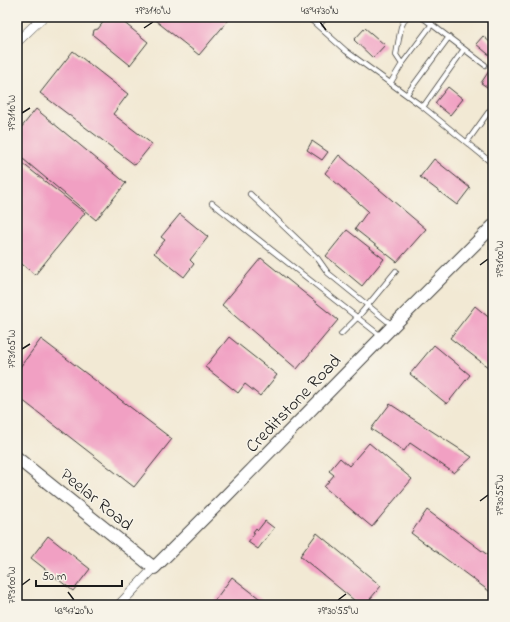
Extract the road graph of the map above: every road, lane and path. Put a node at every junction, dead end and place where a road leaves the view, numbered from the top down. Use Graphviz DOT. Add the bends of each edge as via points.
graph roads {
  1 [pos="43,17"];
  2 [pos="308,17"];
  3 [pos="326,17"];
  4 [pos="406,17"];
  5 [pos="422,17"];
  6 [pos="432,24"];
  7 [pos="318,26"];
  8 [pos="449,37"];
  9 [pos="17,42"];
  10 [pos="464,49"];
  11 [pos="402,64"];
  12 [pos="485,65"];
  13 [pos="391,82"];
  14 [pos="407,94"];
  15 [pos="423,107"];
  16 [pos="490,110"];
  17 [pos="467,142"];
  18 [pos="493,164"];
  19 [pos="250,194"];
  20 [pos="212,203"];
  21 [pos="493,226"];
  22 [pos="396,271"];
  23 [pos="368,305"];
  24 [pos="358,317"];
  25 [pos="393,326"];
  26 [pos="341,334"];
  27 [pos="382,337"];
  28 [pos="17,458"];
  29 [pos="154,568"];
  30 [pos="119,605"];
  1 -- 9 [label="street"];
  2 -- 7 [label="lane"];
  3 -- 7 [label="lane"];
  4 -- 11 [label="lane" via="401,26 396,54"];
  5 -- 6 [label="lane"];
  6 -- 8 [label="lane"];
  6 -- 11 [label="lane"];
  7 -- 13 [label="lane" via="346,51"];
  8 -- 10 [label="lane"];
  8 -- 14 [label="lane"];
  10 -- 12 [label="lane"];
  10 -- 15 [label="lane"];
  11 -- 13 [label="lane"];
  13 -- 14 [label="lane"];
  14 -- 15 [label="lane"];
  15 -- 17 [label="lane"];
  16 -- 17 [label="lane"];
  17 -- 18 [label="lane"];
  19 -- 23 [label="lane" via="318,259 328,273"];
  20 -- 24 [label="lane"];
  21 -- 25 [label="street, Creditstone Road"];
  22 -- 23 [label="lane"];
  23 -- 24 [label="lane"];
  23 -- 25 [label="lane"];
  24 -- 26 [label="lane"];
  24 -- 27 [label="lane"];
  25 -- 27 [label="street, Creditstone Road"];
  27 -- 29 [label="street, Creditstone Road"];
  28 -- 29 [label="street, Peelar Road"];
  29 -- 30 [label="street, Creditstone Road"];
}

____

» **Work to complete**: Check each line of the data above for the string "street", and copy the ones that have it.

» **Exercise output**:
  1 -- 9 [label="street"];
  21 -- 25 [label="street, Creditstone Road"];
  25 -- 27 [label="street, Creditstone Road"];
  27 -- 29 [label="street, Creditstone Road"];
  28 -- 29 [label="street, Peelar Road"];
  29 -- 30 [label="street, Creditstone Road"];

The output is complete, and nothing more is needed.